There are six listed buildings included in the monument: the Royal Observatory Flamsteed House (Grade I, List entry 1358976), the original observatory, built in 1675-1676 for John Flamsteed, the first Astronomer Royal, and designed by Sir Christopher Wren and Robert Hooke. South of this is the Meridian Building, comprising the late-C17 and C18 Transit House and later structures (listed Grade I, List entry 1220877, the Prime Meridian (Longitude 0º) runs through the eastern part). To the south-east is the separately listed former Great Equatorial Building (listed Grade I, List entry 1078998) built in 1857 to house the Observatory's first large telescope. The Royal Observatory South Building (listed Grade II, List entry 1244325) was added in 1892-1899, and the smaller Altazimuth Pavilion (listed Grade II, List entry 1031860) in 1898. The Royal Observatory wall and clock to the right of the entrance gates is listed at Grade I (List entry 1220888).

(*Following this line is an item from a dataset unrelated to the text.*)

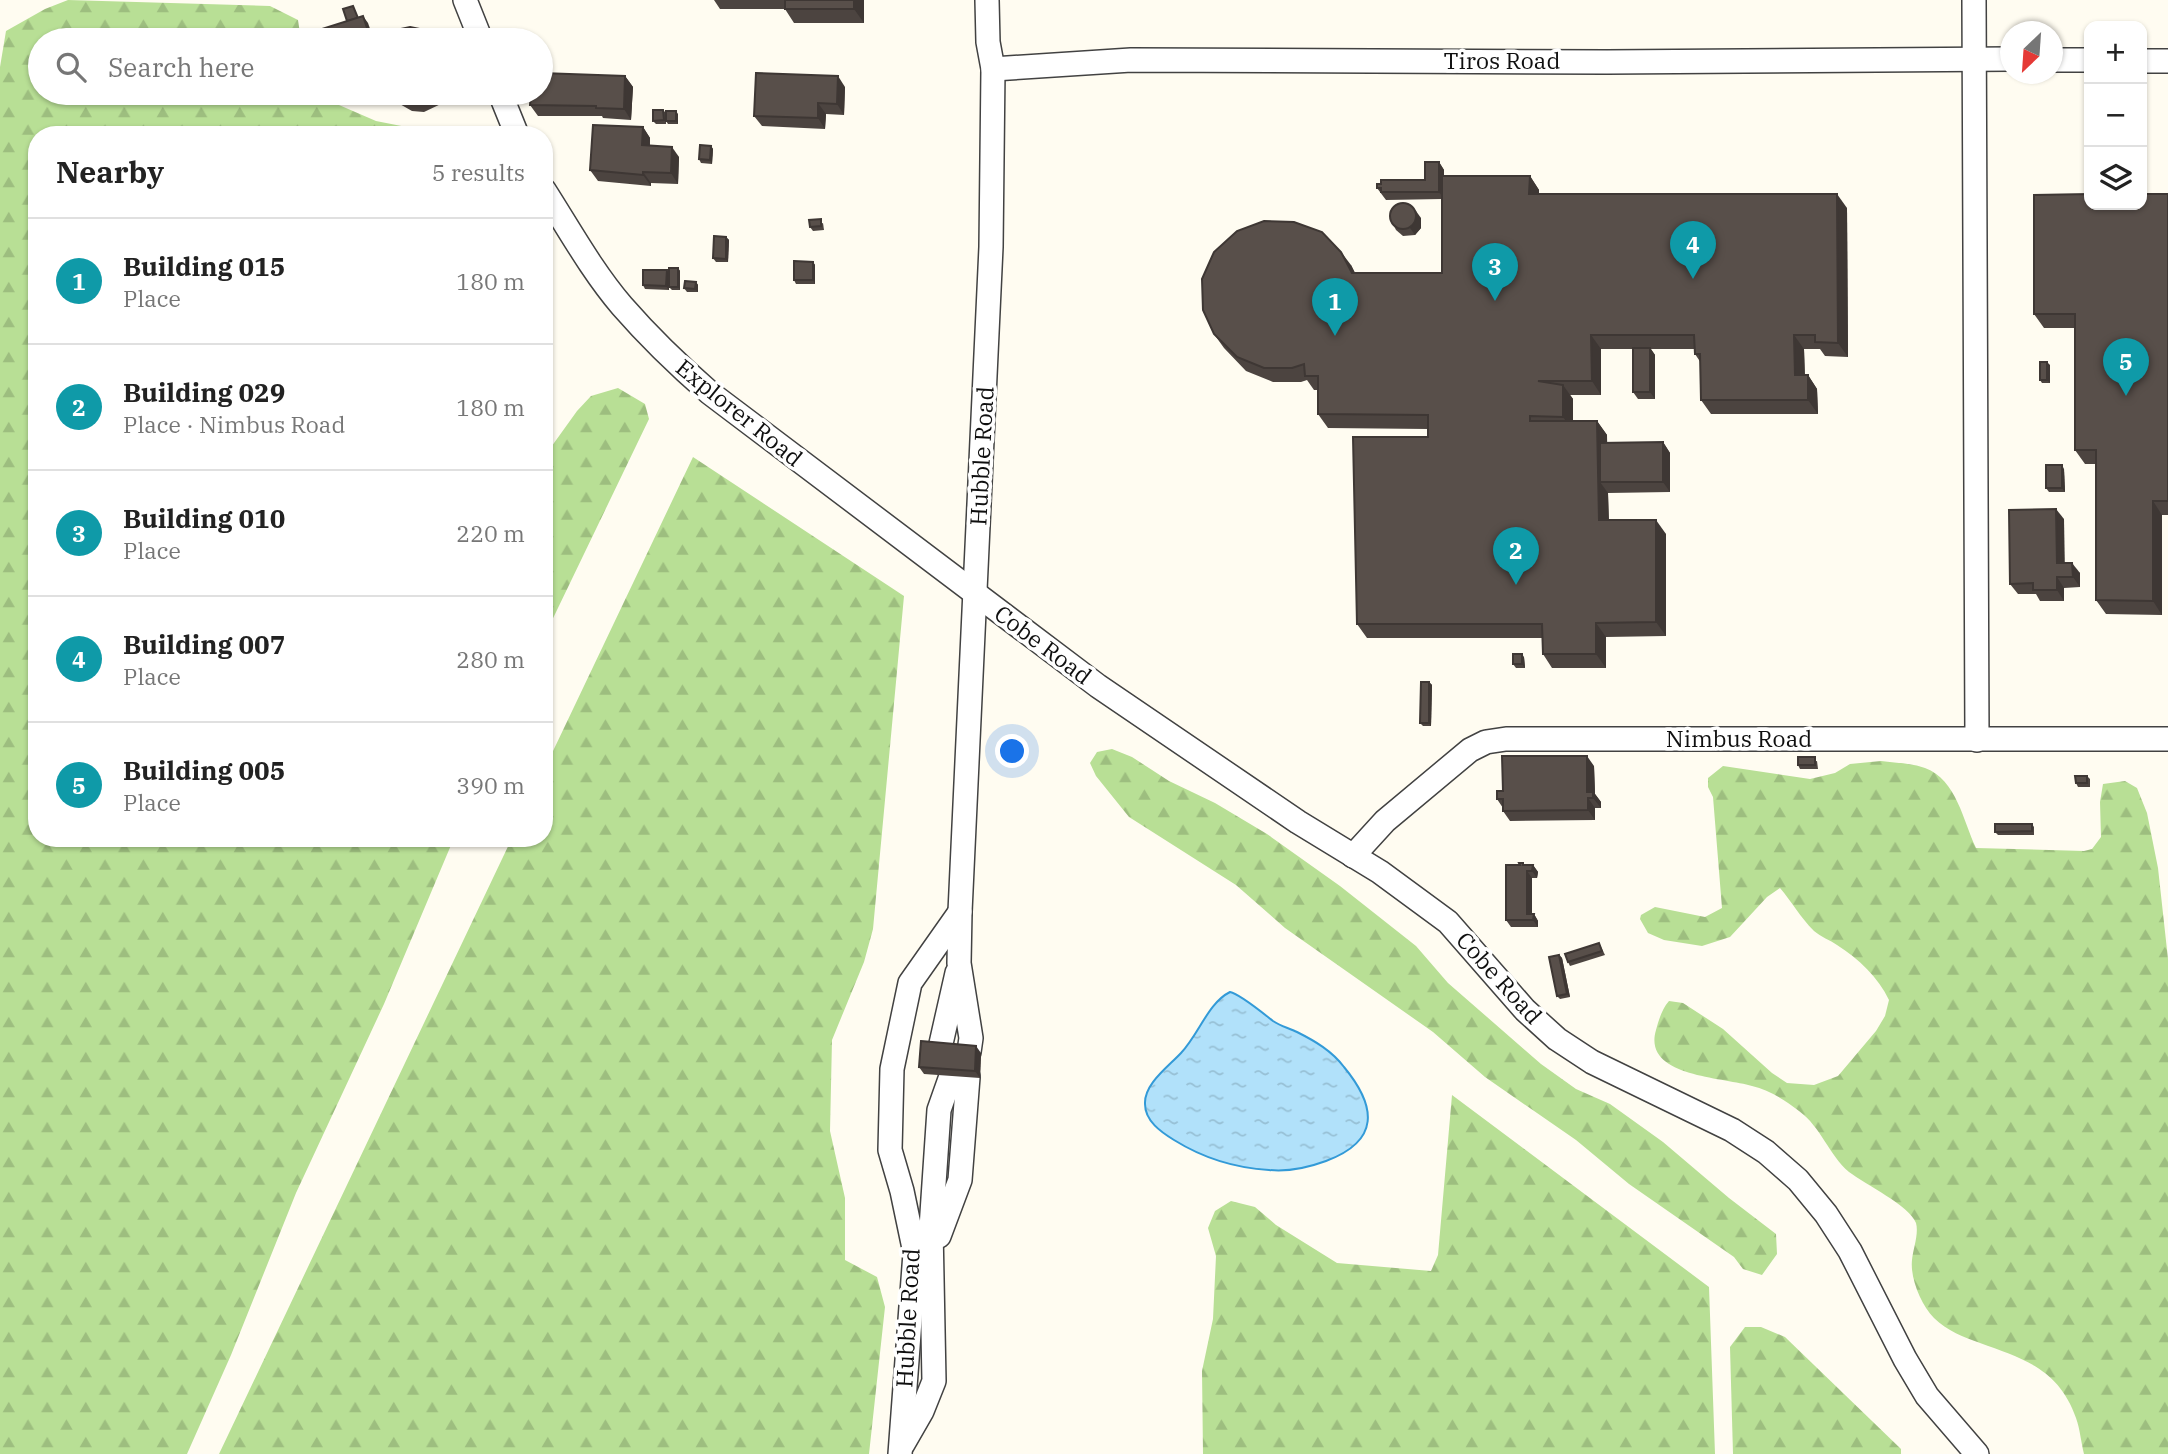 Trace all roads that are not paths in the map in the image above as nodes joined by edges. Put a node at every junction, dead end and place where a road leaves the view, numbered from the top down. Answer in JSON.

Between the buildings are open spaces including the Meridian Courtyard; Astronomers’ Garden; Meridian Garden and Planetarium Area and paved areas that connect the buildings and spaces across the site. Below ground remains have been observed during groundworks in some of these spaces and beneath buildings. These include the discovery of an arched structure under the Sextant House floor (Meridian Building) which may relate to Duke Humphrey’s Castle and supports for Airy’s Altazimuth. In the 1960s, the well used by Flamsteed for his Well Telescope of 1676 (as illustrated in the etching Prospectus Versus Londinium by Francis Place after Robert Thacker of about 1676) was rediscovered during preparatory work in the Meridian Garden.

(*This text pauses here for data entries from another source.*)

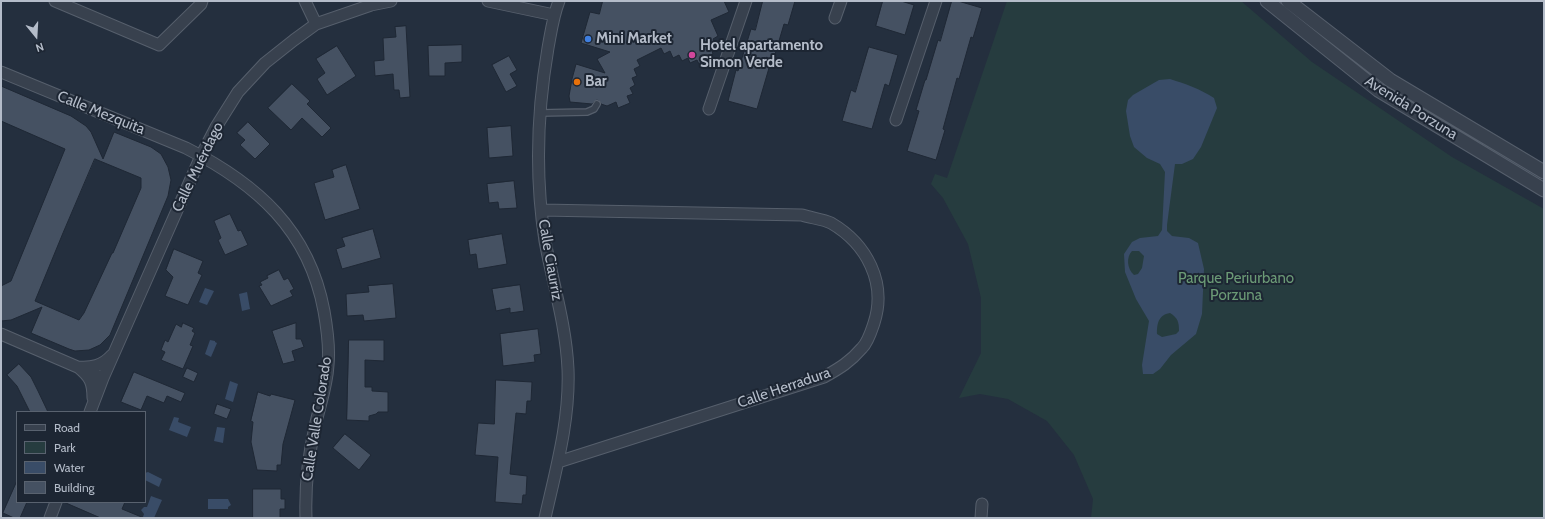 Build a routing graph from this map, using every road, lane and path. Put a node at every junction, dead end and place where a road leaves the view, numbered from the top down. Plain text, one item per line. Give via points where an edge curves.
1 (55, 1) edge
2 (202, 1) edge
3 (305, 1) edge
4 (391, 1) edge
5 (488, 1) edge
6 (559, 1) edge
7 (746, 1) edge
8 (841, 1) edge
9 (936, 1) edge
10 (1267, 1) edge
11 (1288, 1) edge
12 (554, 15) junction
13 (835, 18) dead end
14 (316, 24) junction
15 (1, 72) edge
16 (597, 104) dead end
17 (709, 108) dead end
18 (540, 113) junction
19 (896, 120) dead end
20 (201, 156) junction
21 (1544, 172) edge
22 (1544, 190) edge
23 (542, 210) junction
24 (1, 334) edge
25 (110, 358) junction
26 (78, 367) junction
27 (98, 376) junction
28 (93, 391) junction
29 (92, 408) edge
30 (558, 462) junction
31 (56, 503) edge
32 (982, 504) dead end
33 (50, 518) edge
34 (306, 518) edge
35 (545, 518) edge
36 (981, 518) edge

1 - 2 street via 159,45
3 - 14 street
4 - 14 street, Calle Muérdago via 371,5
5 - 12 street
6 - 12 street, Calle Ciaurriz
7 - 17 street
8 - 13 street
9 - 19 street
10 - 22 street, Avenida Porzuna via 1378,90
11 - 21 street, Avenida Porzuna via 1390,80
12 - 18 street, Calle Ciaurriz via 543,75
14 - 20 street, Calle Muérdago via 265,63 238,92
15 - 20 street, Calle Mezquita
16 - 18 lane via 594,109 587,112
18 - 23 street, Calle Ciaurriz via 538,152
20 - 25 street, Calle Muérdago
20 - 34 street, Calle Valle Colorado via 247,185 276,213 304,251 318,284 326,320 328,365 308,464
23 - 30 street, Calle Ciaurriz via 565,337 568,369 567,408
23 - 30 street, Calle Herradura via 802,215 830,222 852,239 865,255 874,272 879,295 876,317 864,347 846,365 824,377
24 - 26 street
25 - 26 street via 90,368
25 - 27 street
26 - 27 street
26 - 28 street via 88,376
27 - 28 street
27 - 29 street
28 - 29 street
30 - 35 street, Calle Ciaurriz
31 - 33 street
32 - 36 street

In 1999, an archaeological evaluation beneath the Meridian Courtyard revealed made ground of the late-C17 probably laid down when the Observatory was first built. Evidence of C18 building alteration was revealed in the form of disposed unwanted bricks. A Ground Penetrating Radar (GPR) survey by Wessex Archaeology in 2021 here identified anomalies thought to be of archaeological origin probably relating to the former Transit Pavilion.

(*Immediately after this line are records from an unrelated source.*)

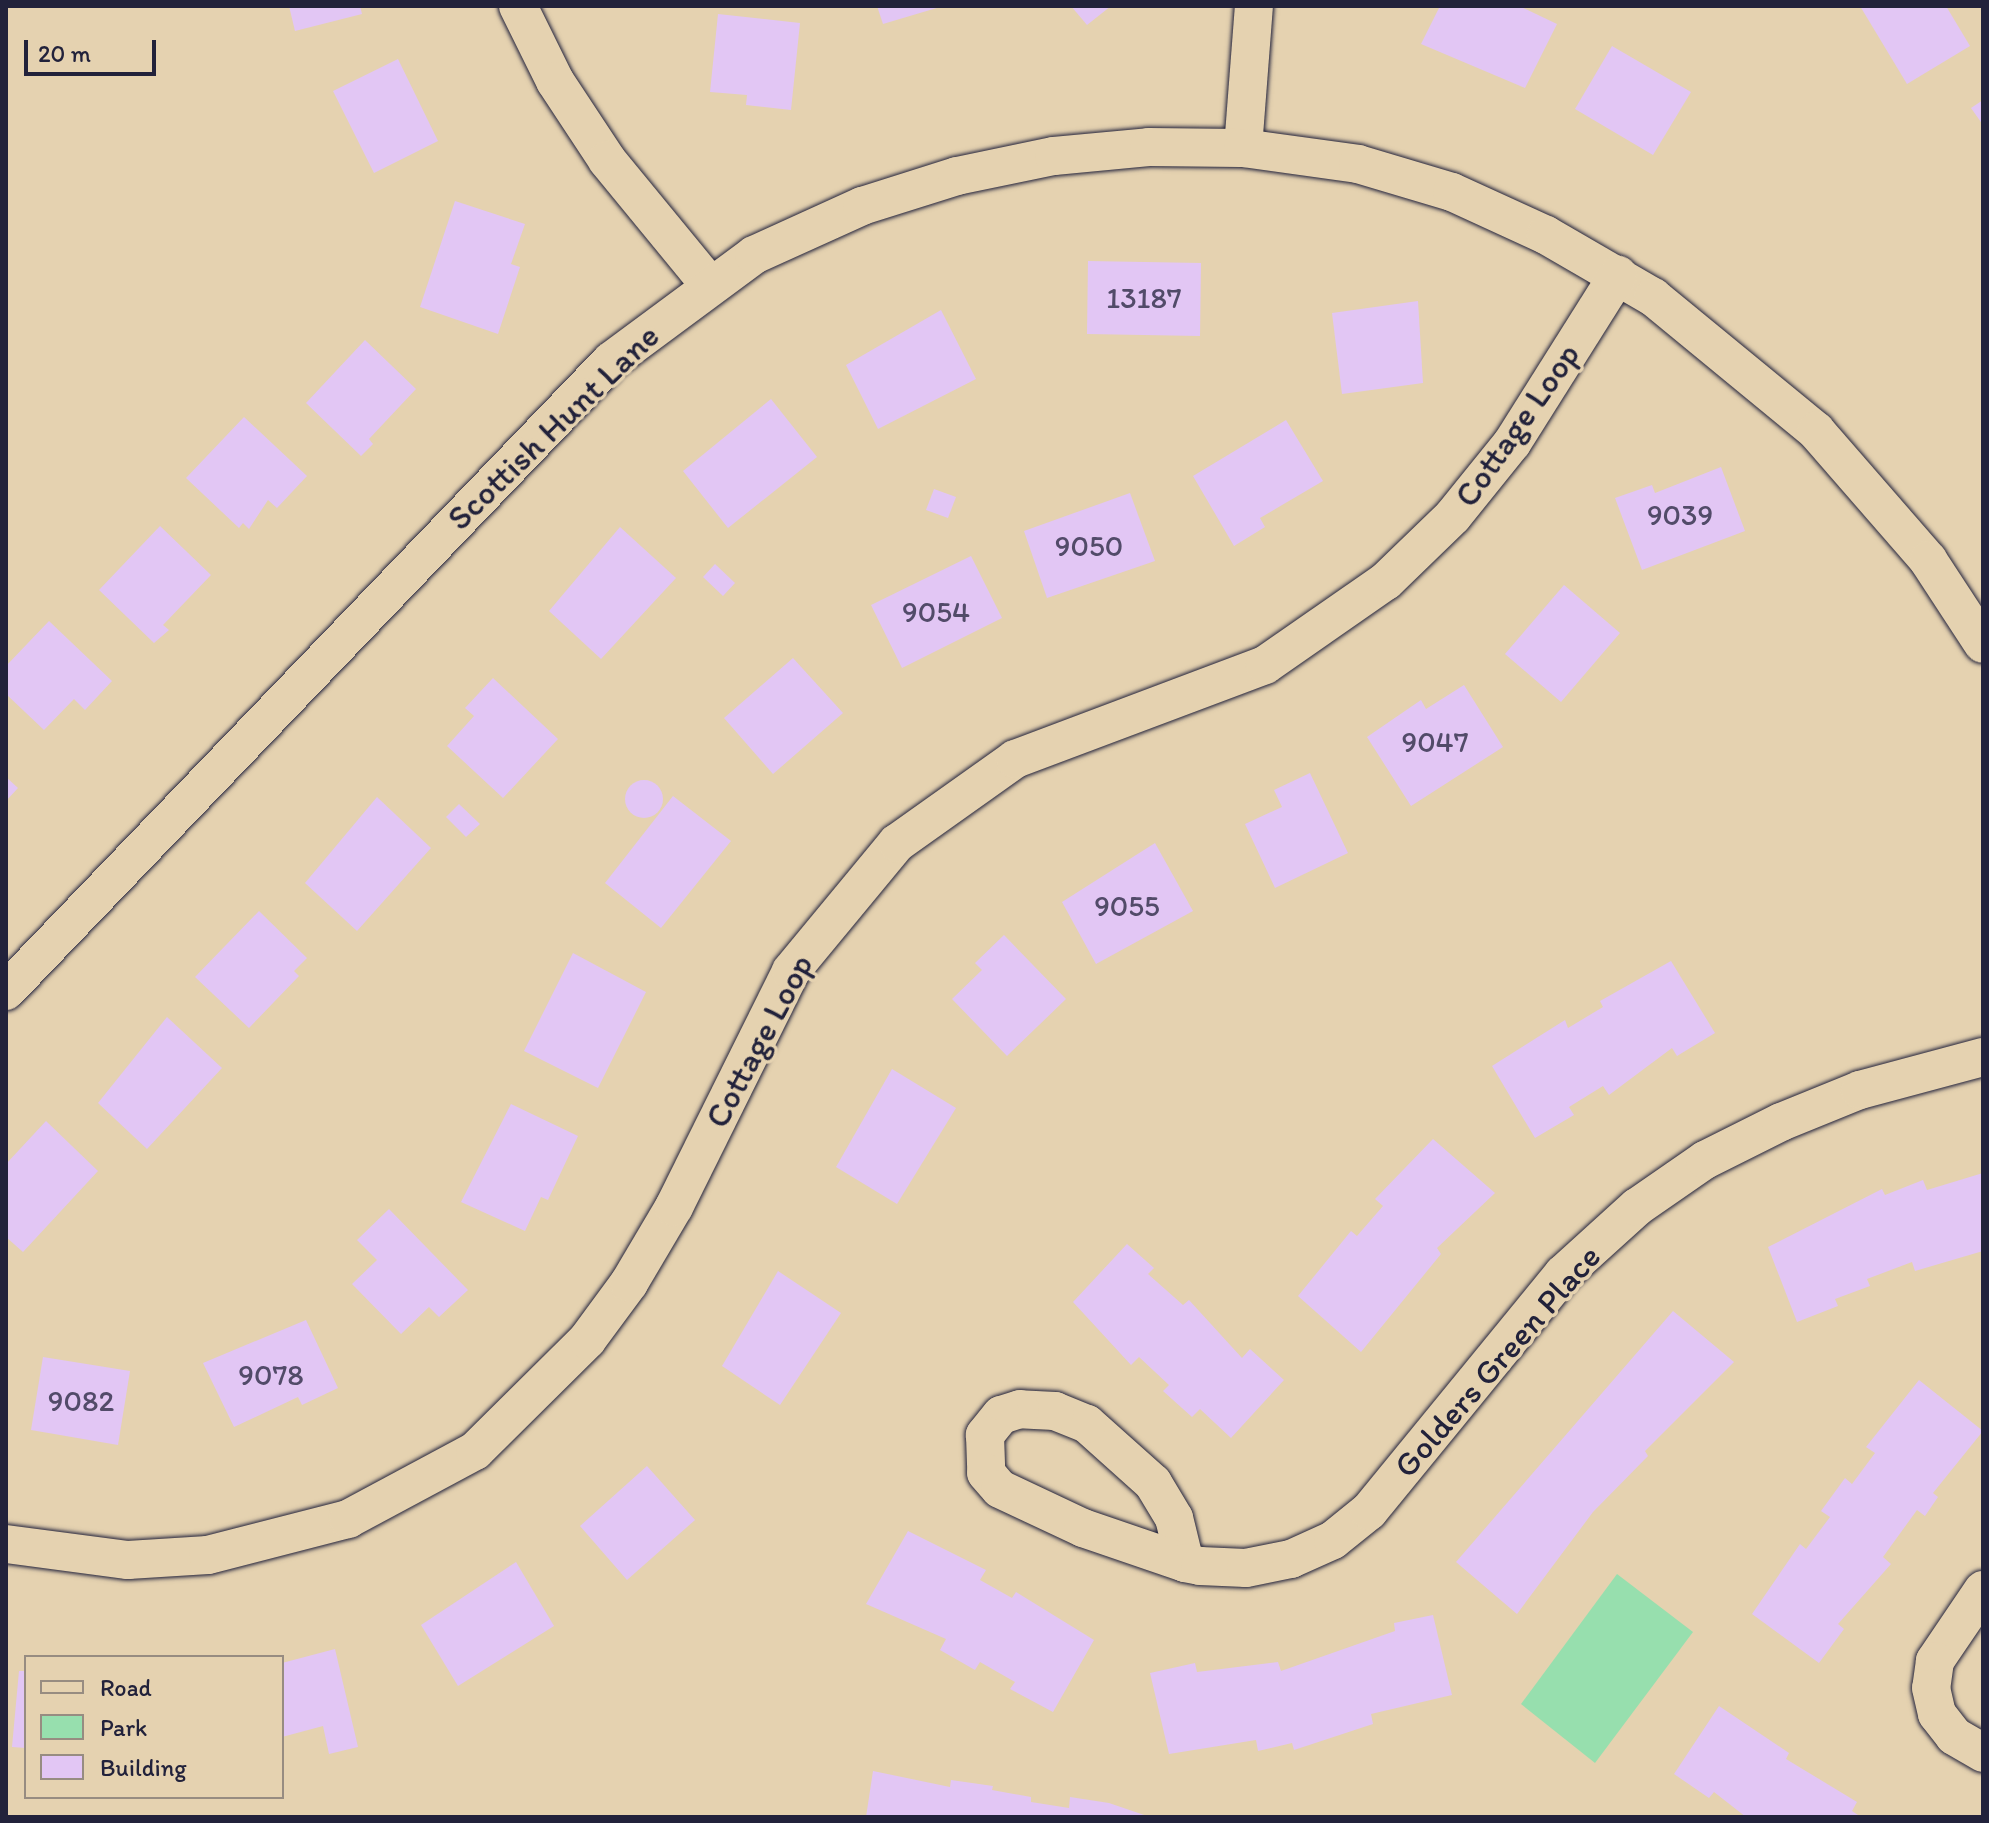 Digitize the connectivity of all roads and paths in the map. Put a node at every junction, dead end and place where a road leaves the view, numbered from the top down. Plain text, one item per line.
1 (518, 6) edge
2 (1254, 6) edge
3 (1243, 148) junction
4 (1618, 275) junction
5 (709, 284) junction
6 (1983, 644) edge
7 (6, 991) edge
8 (1983, 1057) edge
9 (6, 1544) edge
10 (1185, 1563) junction
11 (1983, 1590) edge
12 (1983, 1753) edge

1 - 5 street
2 - 3 street
3 - 4 street, Scottish Hunt Lane
3 - 5 street, Scottish Hunt Lane
4 - 6 street, Scottish Hunt Lane
4 - 9 street, Cottage Loop
5 - 7 street, Scottish Hunt Lane
8 - 10 street, Golders Green Place
10 - 10 street, Golders Green Place
11 - 12 street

Watching briefs during the construction works in the early C21 revealed the remnants of the cellar beneath George Airey’s 1837-1838 Magnetic Observatory of 1862 and several wells were recorded in 2005.
EXTENT OF SCHEDULING
The site's boundary is formed by perimeter walls with railings and entrances of multiple periods.
EXCLUSIONS
The scheduled area is defined by the boundary of the Royal Observatory site. The following items are excluded from the scheduling, although the ground beneath them all is included:
- the Harrison Planetarium;
- all modern boundary walls, railings and gates;
- benches;
- low lights;
- all bins (waste, recycling and cigarette);
- external electrical supply posts;
- bollards;
- modern garden structures and planters;
- bicycle stands;
- the modern stairs and balustrades between the South Building courtyard and Planetarium and those leading up to the South Building main entrance;
- the modern storage shed to the south of the South Building;
- all modern external surfaces;
- the external lift to the south of Flamsteed House.